Una comprensión profunda y verdadera se dará siempre cuenta de que “el otro” está haciendo lo mejor que puede y sabe en el momento presente desde su nivel de consciencia.

¿Qué sentido tiene juzgar y “arrojar piedras”?

Un ejercicio muy útil cuando está por surgir un juicio es repetirse la frase: “Yo, en tu lugar, hubiera hecho lo mismo”.

Yo, en el lugar del otro – cualquier otro – hubiera hecho lo mismo que él hizo o está haciendo.

¿Por qué?

Porque tendría su genética, su familia y sus ancestros, su educación y su cultura, sus heridas emocionales y afectivas…. en definitiva “sería él”.

Es así de simple y es así de profundo y esencial; cuesta horrores verlo y el ego nos mantiene atrapados en la ilusión.

Solo esta comprensión nos llevará a la paz y al no-juicio.

Esto obviamente no significa que no haya que condenar acciones objetivamente perversas o dañinas, como no significa que la justicia no tenga que hacer su curso.

Esta comprensión significa que interiormente tenemos una actitud serena de no-juicio. Esta actitud es la que cambia misteriosamente el curso de la historia.

 

Por último el juicio y las piedras surgen siempre de una falta de aceptación. La no aceptación radical de mí mismo y de mis sombras, me lleva a caer en el fenómeno de la proyección, bien explicado por Jung: condeno en los demás lo que no quiero ver o asumir en mí mismo.
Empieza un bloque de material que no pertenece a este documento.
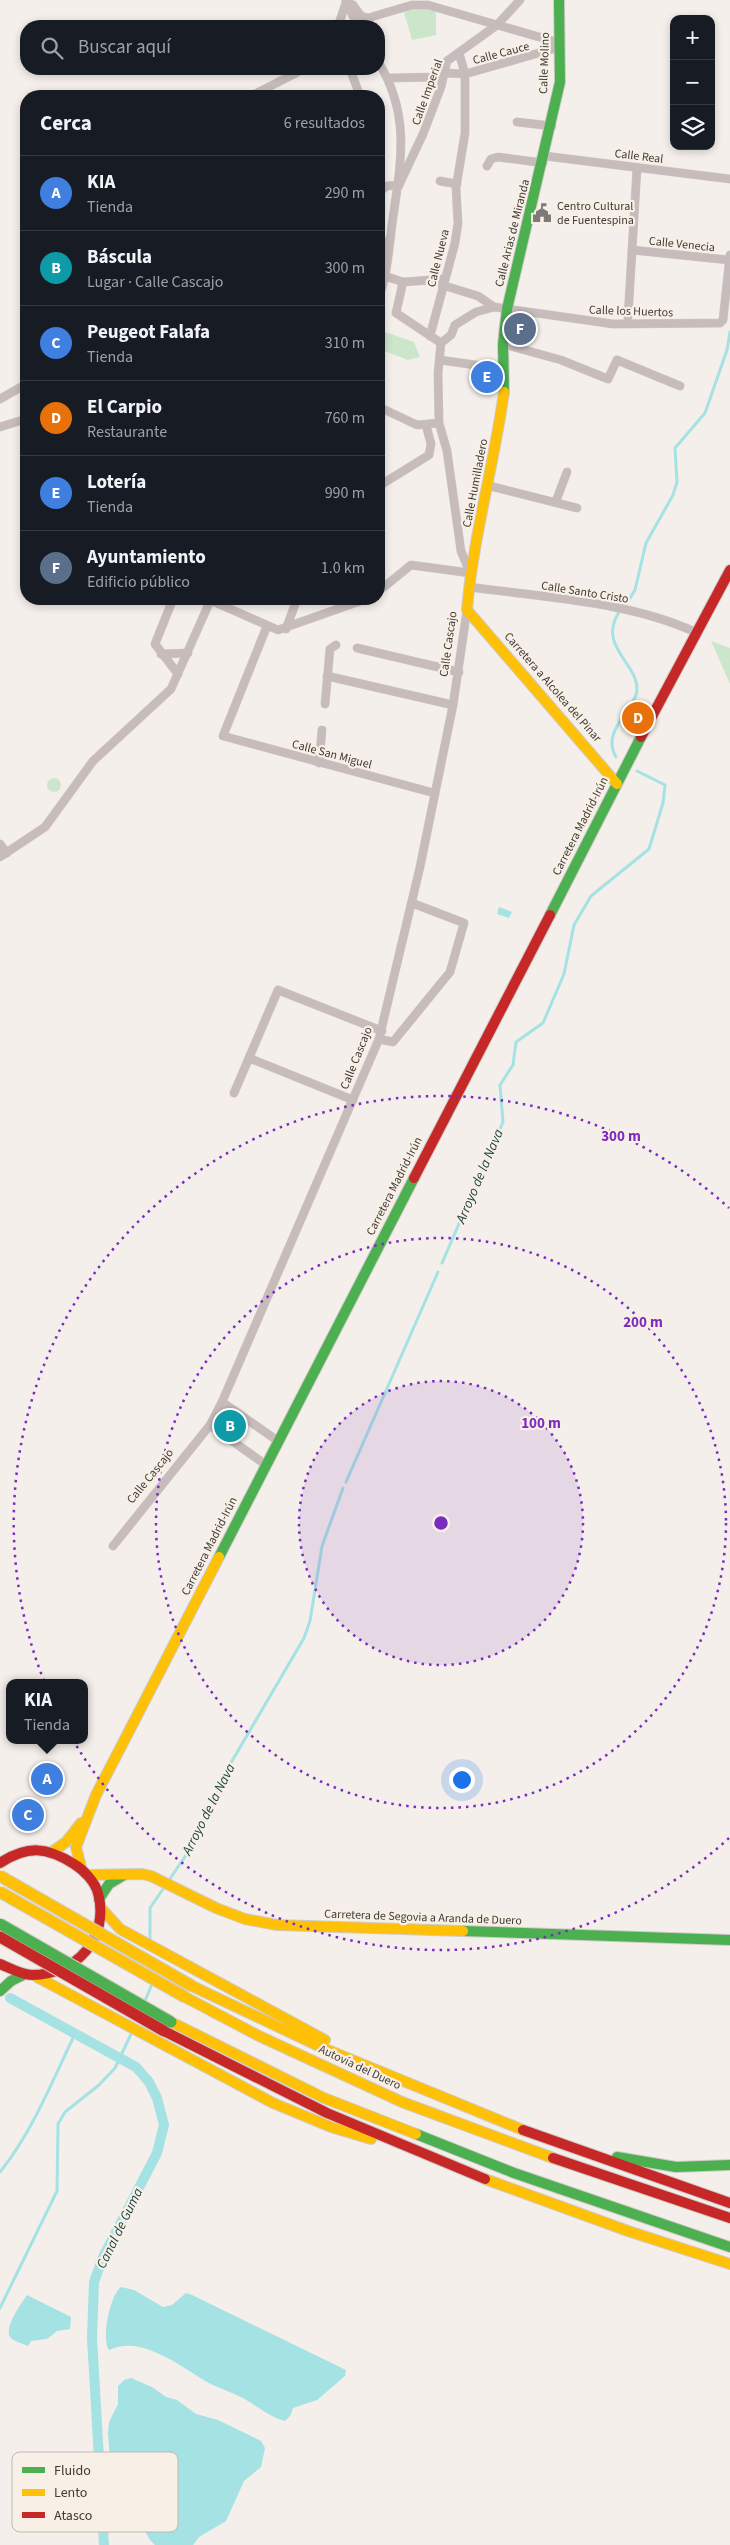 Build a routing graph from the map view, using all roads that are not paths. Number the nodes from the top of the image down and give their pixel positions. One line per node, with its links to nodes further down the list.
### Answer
1 (520, 0): 7 (street, Calle Imperial)
2 (559, 0): 8 (main road, Calle Molino)
3 (346, 1): 4 (street); 5 (street); 6 (street)
4 (418, 2): 7 (street)
5 (340, 20)
6 (355, 20)
7 (497, 25): 8 (street); 9 (street, Calle Imperial)
8 (560, 45): 12 (street, Calle Cauce); 19 (main road, Calle Molino)
9 (459, 52): 11 (street, Calle Imperial); 12 (street, Calle Nueva)
10 (385, 73): 15 (street)
11 (446, 73): 12 (street, Calle Cauce); 15 (street, Calle Cauce); 26 (street, Calle Imperial)
12 (465, 74): 25 (street, Calle Nueva)
13 (292, 75): 16 (street)
14 (352, 75): 17 (street)
15 (388, 78): 26 (street)
16 (263, 90)
17 (358, 90)
18 (517, 122): 19 (street)
19 (552, 126): 20 (main road, Calle Molino)
20 (544, 159): 21 (street, Calle Real); 22 (street, Calle Real); 37 (main road, Calle Arias de Miranda)
21 (487, 166)
22 (637, 168): 23 (street, Calle Real); 30 (street)
23 (730, 180)
24 (440, 181): 25 (street)
25 (457, 184): 35 (street, Calle Nueva)
26 (399, 185): 27 (street); 28 (street)
27 (385, 188)
28 (390, 239): 29 (street); 33 (street)
29 (385, 243)
30 (632, 250): 32 (street, Calle Venecia); 38 (street)
31 (730, 256): 32 (street)
32 (729, 260): 37 (street, Calle los Huertos)
33 (385, 276): 34 (street)
34 (403, 282): 35 (street); 39 (street)
35 (443, 282): 36 (street); 39 (street, Calle Nueva)
36 (494, 307): 37 (street, Calle los Huertos); 40 (street)
37 (507, 309): 41 (main road, Calle Arias de Miranda)
38 (628, 316)
39 (430, 336): 40 (street)
40 (441, 343): 42 (street)
41 (503, 344): 43 (main road, Calle Humilladero); 44 (street)
42 (440, 360): 43 (street); 49 (street)
43 (504, 370): 54 (main road, Calle Humilladero)
44 (680, 386)
45 (20, 389): 46 (street)
46 (0, 398)
47 (385, 410): 50 (street)
48 (20, 421): 51 (street)
49 (438, 423): 50 (street); 58 (street)
50 (426, 426): 53 (street)
51 (0, 428)
52 (567, 472): 55 (street)
53 (385, 482)
54 (490, 486): 55 (street); 58 (main road, Calle Humilladero)
55 (556, 501): 56 (street)
56 (577, 508)
57 (730, 570): 69 (main road, Carretera Madrid-Irún)
58 (470, 573): 59 (street); 60 (main road, Calle Humilladero)
59 (385, 586)
60 (469, 587): 66 (main road, Calle Cascajo); 69 (street, Calle Santo Cristo)
61 (171, 605): 73 (street)
62 (208, 605): 72 (street)
63 (221, 605): 67 (street)
64 (295, 605): 68 (street)
65 (350, 605): 68 (street)
66 (467, 610): 74 (street, Calle Cascajo); 81 (main road, Carretera a Alcolea del Pinar)
67 (267, 626): 68 (street); 80 (street, Calle San Miguel)
68 (286, 629)
69 (696, 632): 81 (main road, Carretera Madrid-Irún)
70 (336, 645): 76 (street)
71 (357, 648): 74 (street)
72 (188, 653): 73 (street); 75 (street)
73 (161, 654): 75 (street)
74 (459, 672): 78 (street, Calle Cascajo)
75 (178, 674): 84 (street)
76 (327, 676): 77 (street); 78 (street)
77 (325, 704)
78 (453, 705): 82 (street, Calle Cascajo)
79 (322, 730): 80 (street)
80 (319, 763): 82 (street, Calle San Miguel)
81 (616, 784): 92 (main road, Carretera Madrid-Irún)
82 (434, 793): 85 (street, Calle Cascajo)
83 (0, 844): 84 (street)
84 (3, 855)
85 (412, 903): 86 (street, Calle Cascajo); 86 (street)
86 (380, 1035): 87 (street); 89 (street, Calle Cascajo)
87 (249, 1058): 88 (street); 89 (street)
88 (234, 1093)
89 (354, 1100): 90 (street, Calle Cascajo)
90 (222, 1402): 91 (street, Calle Cascajo); 92 (street)
91 (210, 1426): 93 (street); 94 (street, Calle Cascajo)
92 (278, 1441): 93 (main road, Carretera Madrid-Irún)
93 (266, 1465): 95 (main road, Carretera Madrid-Irún)
94 (113, 1546)
95 (86, 1817): 96 (main road, Carretera Madrid-Irún); 98 (main road, Carretera Madrid-Irún)
96 (52, 1852): 97 (main road); 98 (main road)
97 (3, 1858)
98 (84, 1871): 99 (main road, Carretera de Segovia a Aranda de Duero); 102 (main road, Carretera Madrid-Irún)
99 (126, 1874): 102 (main road); 105 (main road, Carretera de Segovia a Aranda de Duero)
100 (0, 1876): 111 (main road, bridge)
101 (0, 1892): 116 (main road, Autovía del Duero, bridge)
102 (100, 1904): 108 (main road); 111 (main road, Carretera Madrid-Irún)
103 (0, 1924): 110 (main road, bridge)
104 (0, 1937): 110 (main road, bridge)
105 (730, 1940)
106 (0, 1964): 107 (main road)
107 (24, 1975): 108 (main road); 109 (main road)
108 (37, 1977): 113 (main road)
109 (0, 1991)
110 (168, 2027): 113 (main road); 117 (main road)
111 (444, 2100): 112 (main road)
112 (552, 2142): 114 (main road); 115 (main road)
113 (402, 2145): 118 (main road)
114 (730, 2166)
115 (730, 2203)
116 (730, 2218)
117 (730, 2247)
118 (695, 2253): 119 (main road); 120 (main road)
119 (730, 2264)
120 (730, 2273)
Los escribas y fariseos que quieren apedrear a la mujer son, muy probablemente, tan adúlteros o más adúlteros que la mujer; ya que no reconocen en ellos mismos esta condición, descargan su negatividad sobre la mujer, para así tranquilizar su consciencia.

Todo eso obviamente desemboca en una hipocresía galopante. Y sabemos que la hipocresía es, tal vez, lo que más le duele y le molesta a Jesús.

¿Cuántas veces caemos en esta hipocresía?

El peligro es más rotundo cuando se tienen responsabilidad y autoridad. Por eso la advertencia de Jesús a los jefes religiosos de su tiempo: “¡Ay de ustedes también, porque imponen a los demás cargas insoportables, pero ustedes no las tocan ni siquiera con un dedo!” (Lc 11, 46).

En la iglesia se sigue juzgando y seguimos marginando. Todo esto, obviamente, amparados en el derecho canónico y en la supuesta y absurda pretensión de ser los detentores de la verdad (dogmatismo).

En este tiempo de Sínodo tenemos la posibilidad de hablar, de intentar cambiar algo, de ser más fieles al evangelio y más libres de estructuras caducas e injustas.

Animémonos.

Como siempre el cambio y el camino empiezan por uno mismo y por dar el primer paso.

Hoy puedo dar un paso hacia la paz, la comprensión y la aceptación.

Hoy puedo ser fiel a mi voz interior y al Cristo interior.

Hoy puedo cambiar el mundo.

Un joven discípulo le preguntó a su anciano maestro:

-      “¿Cómo estar seguro de no equivocarse en el camino espiritual?”

El anciano le respondió:

- “Sabrás que no te equivocas en el camino espiritual porque no juzgas a nadie”.